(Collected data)
**********

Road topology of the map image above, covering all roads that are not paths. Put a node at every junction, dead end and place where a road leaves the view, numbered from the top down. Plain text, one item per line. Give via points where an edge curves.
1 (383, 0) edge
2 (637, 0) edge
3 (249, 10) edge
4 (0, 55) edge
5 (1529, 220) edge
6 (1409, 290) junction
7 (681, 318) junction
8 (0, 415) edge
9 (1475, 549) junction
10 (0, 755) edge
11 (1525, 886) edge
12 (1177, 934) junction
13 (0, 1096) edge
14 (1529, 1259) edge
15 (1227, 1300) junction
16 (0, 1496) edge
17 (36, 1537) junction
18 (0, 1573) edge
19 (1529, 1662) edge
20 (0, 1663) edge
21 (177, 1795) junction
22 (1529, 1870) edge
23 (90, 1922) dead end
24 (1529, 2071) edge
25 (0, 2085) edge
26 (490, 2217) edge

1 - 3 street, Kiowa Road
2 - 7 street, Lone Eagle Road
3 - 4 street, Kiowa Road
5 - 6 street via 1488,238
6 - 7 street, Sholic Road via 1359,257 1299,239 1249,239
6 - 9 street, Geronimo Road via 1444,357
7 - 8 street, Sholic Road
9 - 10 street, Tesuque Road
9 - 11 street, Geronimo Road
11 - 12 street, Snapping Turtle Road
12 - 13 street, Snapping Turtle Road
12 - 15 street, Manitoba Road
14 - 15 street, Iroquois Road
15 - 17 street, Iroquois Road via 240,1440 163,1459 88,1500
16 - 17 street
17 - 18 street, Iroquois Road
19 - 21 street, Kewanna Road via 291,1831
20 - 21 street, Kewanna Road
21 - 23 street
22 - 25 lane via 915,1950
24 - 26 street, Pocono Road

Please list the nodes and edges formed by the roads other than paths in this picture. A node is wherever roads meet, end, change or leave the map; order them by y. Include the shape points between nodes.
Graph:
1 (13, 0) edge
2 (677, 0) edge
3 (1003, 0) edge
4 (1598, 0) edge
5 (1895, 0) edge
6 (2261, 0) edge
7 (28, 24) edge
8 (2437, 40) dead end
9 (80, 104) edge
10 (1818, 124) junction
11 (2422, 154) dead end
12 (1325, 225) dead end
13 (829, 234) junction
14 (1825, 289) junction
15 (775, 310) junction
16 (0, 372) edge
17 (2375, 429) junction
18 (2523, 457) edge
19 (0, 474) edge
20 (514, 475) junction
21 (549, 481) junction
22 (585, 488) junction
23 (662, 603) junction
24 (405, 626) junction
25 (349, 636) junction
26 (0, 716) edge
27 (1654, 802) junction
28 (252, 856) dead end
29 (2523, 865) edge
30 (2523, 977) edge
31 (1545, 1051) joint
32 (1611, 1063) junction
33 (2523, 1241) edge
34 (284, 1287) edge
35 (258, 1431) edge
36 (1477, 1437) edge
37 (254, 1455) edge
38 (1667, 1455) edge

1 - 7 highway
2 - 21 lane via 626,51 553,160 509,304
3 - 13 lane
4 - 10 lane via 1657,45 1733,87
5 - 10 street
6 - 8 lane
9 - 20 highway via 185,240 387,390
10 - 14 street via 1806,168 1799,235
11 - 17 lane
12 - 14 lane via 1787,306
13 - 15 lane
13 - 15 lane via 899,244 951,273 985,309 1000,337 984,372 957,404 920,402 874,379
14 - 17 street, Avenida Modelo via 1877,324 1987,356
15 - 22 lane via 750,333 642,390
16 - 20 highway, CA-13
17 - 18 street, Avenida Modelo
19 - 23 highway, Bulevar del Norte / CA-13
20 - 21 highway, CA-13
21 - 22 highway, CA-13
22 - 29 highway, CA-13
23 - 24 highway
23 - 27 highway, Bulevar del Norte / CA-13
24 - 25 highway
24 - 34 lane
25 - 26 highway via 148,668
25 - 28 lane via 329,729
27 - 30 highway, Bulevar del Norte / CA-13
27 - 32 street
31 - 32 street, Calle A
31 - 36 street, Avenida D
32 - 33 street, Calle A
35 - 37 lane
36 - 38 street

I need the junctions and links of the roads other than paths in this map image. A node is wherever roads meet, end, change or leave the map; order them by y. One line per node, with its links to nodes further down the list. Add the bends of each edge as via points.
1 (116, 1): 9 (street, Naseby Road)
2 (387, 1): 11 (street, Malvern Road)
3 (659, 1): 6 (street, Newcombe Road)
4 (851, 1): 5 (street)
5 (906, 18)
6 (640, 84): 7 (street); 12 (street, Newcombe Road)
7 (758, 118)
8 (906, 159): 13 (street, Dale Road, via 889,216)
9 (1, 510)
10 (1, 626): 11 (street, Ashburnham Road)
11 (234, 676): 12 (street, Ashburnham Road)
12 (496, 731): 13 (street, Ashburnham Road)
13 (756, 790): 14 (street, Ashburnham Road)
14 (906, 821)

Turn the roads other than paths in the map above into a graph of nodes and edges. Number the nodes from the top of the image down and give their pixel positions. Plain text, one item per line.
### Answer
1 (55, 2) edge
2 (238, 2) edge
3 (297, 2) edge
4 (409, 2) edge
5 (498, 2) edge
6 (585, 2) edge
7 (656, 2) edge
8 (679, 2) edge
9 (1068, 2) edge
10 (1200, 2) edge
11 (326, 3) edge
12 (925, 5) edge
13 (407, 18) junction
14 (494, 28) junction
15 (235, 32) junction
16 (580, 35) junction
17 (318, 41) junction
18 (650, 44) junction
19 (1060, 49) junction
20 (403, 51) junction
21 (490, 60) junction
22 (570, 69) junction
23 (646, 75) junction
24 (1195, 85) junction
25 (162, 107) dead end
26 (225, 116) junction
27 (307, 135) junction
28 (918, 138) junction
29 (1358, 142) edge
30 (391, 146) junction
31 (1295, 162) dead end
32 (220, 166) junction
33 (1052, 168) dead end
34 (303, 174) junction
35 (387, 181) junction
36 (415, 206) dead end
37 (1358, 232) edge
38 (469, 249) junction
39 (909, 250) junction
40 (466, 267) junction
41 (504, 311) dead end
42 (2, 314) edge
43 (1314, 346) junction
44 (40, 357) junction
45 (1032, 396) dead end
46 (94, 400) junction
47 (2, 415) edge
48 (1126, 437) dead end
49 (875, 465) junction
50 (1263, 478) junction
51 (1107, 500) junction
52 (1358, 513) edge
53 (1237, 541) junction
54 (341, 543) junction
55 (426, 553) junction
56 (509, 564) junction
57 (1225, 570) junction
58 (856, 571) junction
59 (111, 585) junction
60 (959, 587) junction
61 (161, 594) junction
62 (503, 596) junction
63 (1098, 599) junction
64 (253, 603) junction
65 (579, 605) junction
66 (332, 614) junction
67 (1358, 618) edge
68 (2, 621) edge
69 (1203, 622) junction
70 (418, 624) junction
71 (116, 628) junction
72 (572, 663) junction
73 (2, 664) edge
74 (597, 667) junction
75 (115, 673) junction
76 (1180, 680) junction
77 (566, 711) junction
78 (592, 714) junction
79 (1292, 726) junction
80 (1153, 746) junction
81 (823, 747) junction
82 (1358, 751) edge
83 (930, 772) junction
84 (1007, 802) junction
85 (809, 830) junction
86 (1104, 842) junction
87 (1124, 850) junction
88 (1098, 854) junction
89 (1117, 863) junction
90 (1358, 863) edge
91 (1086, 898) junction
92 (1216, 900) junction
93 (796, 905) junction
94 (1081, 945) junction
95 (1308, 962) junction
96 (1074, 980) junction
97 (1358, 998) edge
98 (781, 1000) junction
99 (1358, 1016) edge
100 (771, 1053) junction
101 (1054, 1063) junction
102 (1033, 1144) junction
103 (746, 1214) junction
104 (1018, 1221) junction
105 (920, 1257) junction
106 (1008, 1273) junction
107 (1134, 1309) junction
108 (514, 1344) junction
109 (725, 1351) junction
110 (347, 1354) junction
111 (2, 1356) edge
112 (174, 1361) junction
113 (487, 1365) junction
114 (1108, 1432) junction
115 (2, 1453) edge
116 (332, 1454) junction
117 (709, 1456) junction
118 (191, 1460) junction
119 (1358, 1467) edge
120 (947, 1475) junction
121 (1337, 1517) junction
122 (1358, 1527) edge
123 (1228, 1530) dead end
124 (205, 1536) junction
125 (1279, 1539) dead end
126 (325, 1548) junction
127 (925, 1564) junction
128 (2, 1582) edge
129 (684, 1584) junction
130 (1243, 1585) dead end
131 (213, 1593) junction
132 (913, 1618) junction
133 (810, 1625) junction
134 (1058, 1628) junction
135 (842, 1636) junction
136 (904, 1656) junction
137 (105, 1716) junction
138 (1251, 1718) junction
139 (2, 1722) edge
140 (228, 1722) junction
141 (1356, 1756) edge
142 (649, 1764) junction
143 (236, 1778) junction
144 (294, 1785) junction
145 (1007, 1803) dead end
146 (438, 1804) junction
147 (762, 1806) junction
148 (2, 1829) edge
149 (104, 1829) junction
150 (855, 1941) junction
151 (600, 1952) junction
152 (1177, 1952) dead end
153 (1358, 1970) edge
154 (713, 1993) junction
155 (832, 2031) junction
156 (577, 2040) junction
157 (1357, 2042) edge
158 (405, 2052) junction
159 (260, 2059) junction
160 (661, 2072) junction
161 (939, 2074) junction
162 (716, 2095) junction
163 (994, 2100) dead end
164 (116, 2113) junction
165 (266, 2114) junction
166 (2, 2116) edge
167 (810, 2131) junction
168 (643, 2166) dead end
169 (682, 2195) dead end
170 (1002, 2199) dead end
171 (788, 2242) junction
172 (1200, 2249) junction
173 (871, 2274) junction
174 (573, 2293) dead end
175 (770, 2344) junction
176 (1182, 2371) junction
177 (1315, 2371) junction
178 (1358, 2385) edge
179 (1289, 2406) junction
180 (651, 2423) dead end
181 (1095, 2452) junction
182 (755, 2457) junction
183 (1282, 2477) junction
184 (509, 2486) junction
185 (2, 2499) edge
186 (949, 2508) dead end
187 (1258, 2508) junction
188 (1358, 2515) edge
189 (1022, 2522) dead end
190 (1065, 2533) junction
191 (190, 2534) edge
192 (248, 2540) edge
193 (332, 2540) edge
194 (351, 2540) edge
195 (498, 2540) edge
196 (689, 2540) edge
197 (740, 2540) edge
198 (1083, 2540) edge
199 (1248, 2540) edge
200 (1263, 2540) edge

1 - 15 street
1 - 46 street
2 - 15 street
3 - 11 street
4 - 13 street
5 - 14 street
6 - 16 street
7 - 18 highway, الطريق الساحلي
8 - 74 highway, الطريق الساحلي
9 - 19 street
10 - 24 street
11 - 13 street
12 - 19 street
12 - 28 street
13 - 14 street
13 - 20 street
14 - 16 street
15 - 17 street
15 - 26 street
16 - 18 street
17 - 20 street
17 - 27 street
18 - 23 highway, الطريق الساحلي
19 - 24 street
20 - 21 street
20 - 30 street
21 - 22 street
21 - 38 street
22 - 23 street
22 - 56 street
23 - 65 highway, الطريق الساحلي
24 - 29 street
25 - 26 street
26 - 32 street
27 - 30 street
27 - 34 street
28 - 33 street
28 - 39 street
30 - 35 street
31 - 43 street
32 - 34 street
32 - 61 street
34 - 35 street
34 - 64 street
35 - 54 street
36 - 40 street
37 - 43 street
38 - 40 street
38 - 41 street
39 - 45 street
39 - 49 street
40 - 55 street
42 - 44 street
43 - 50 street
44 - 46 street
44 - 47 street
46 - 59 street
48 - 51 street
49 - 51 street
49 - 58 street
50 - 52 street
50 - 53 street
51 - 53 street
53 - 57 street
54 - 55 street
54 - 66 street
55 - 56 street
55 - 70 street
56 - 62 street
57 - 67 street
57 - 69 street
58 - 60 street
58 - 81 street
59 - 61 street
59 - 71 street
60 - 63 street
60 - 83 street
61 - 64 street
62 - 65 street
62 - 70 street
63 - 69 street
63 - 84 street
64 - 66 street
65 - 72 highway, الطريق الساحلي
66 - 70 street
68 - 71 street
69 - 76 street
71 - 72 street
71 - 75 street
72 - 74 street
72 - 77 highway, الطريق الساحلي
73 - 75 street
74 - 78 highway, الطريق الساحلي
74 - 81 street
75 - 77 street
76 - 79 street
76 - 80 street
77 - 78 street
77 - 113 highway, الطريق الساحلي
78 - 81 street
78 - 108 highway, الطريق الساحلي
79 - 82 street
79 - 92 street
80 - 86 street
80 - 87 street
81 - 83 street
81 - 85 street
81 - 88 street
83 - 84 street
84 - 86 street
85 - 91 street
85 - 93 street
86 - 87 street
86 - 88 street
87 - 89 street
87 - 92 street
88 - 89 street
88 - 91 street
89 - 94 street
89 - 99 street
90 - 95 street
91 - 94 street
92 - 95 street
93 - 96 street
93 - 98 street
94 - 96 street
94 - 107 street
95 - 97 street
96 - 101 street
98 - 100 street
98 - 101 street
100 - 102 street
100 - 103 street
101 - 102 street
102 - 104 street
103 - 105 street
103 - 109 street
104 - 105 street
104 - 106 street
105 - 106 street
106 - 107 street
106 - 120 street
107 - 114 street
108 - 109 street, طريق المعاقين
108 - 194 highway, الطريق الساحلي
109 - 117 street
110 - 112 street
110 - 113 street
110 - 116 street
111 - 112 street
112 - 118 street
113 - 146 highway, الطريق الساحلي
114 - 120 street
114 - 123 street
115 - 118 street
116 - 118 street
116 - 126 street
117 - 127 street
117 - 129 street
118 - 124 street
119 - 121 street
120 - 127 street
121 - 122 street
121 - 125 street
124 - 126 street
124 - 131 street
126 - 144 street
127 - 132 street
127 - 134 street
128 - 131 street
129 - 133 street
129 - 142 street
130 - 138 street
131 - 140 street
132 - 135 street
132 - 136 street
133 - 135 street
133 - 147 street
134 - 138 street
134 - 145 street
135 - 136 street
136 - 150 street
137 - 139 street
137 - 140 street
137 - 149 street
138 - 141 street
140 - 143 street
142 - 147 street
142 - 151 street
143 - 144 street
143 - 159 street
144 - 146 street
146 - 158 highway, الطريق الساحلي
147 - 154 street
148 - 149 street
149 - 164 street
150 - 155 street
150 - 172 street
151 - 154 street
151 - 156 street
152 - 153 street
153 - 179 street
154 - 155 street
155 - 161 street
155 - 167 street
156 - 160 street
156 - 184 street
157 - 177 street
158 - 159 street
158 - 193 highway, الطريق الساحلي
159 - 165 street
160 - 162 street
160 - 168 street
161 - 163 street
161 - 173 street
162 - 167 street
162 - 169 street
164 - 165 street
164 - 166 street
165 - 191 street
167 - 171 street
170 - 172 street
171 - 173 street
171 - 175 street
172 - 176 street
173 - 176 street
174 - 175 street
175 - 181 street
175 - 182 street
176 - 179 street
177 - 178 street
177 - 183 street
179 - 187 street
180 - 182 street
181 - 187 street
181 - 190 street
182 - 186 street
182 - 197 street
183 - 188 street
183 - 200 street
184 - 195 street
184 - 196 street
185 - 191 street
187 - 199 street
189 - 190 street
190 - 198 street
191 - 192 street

**********

## Brief
Transcribe verbatim. Cover the lines from the first line of the entries above to the line containing "Please list the", inclusive.

## Answer below
Road topology of the map image above, covering all roads that are not paths. Put a node at every junction, dead end and place where a road leaves the view, numbered from the top down. Plain text, one item per line. Give via points where an edge curves.
1 (383, 0) edge
2 (637, 0) edge
3 (249, 10) edge
4 (0, 55) edge
5 (1529, 220) edge
6 (1409, 290) junction
7 (681, 318) junction
8 (0, 415) edge
9 (1475, 549) junction
10 (0, 755) edge
11 (1525, 886) edge
12 (1177, 934) junction
13 (0, 1096) edge
14 (1529, 1259) edge
15 (1227, 1300) junction
16 (0, 1496) edge
17 (36, 1537) junction
18 (0, 1573) edge
19 (1529, 1662) edge
20 (0, 1663) edge
21 (177, 1795) junction
22 (1529, 1870) edge
23 (90, 1922) dead end
24 (1529, 2071) edge
25 (0, 2085) edge
26 (490, 2217) edge

1 - 3 street, Kiowa Road
2 - 7 street, Lone Eagle Road
3 - 4 street, Kiowa Road
5 - 6 street via 1488,238
6 - 7 street, Sholic Road via 1359,257 1299,239 1249,239
6 - 9 street, Geronimo Road via 1444,357
7 - 8 street, Sholic Road
9 - 10 street, Tesuque Road
9 - 11 street, Geronimo Road
11 - 12 street, Snapping Turtle Road
12 - 13 street, Snapping Turtle Road
12 - 15 street, Manitoba Road
14 - 15 street, Iroquois Road
15 - 17 street, Iroquois Road via 240,1440 163,1459 88,1500
16 - 17 street
17 - 18 street, Iroquois Road
19 - 21 street, Kewanna Road via 291,1831
20 - 21 street, Kewanna Road
21 - 23 street
22 - 25 lane via 915,1950
24 - 26 street, Pocono Road

Please list the nodes and edges formed by the roads other than paths in this picture. A node is wherever roads meet, end, change or leave the map; order them by y. Include the shape points between nodes.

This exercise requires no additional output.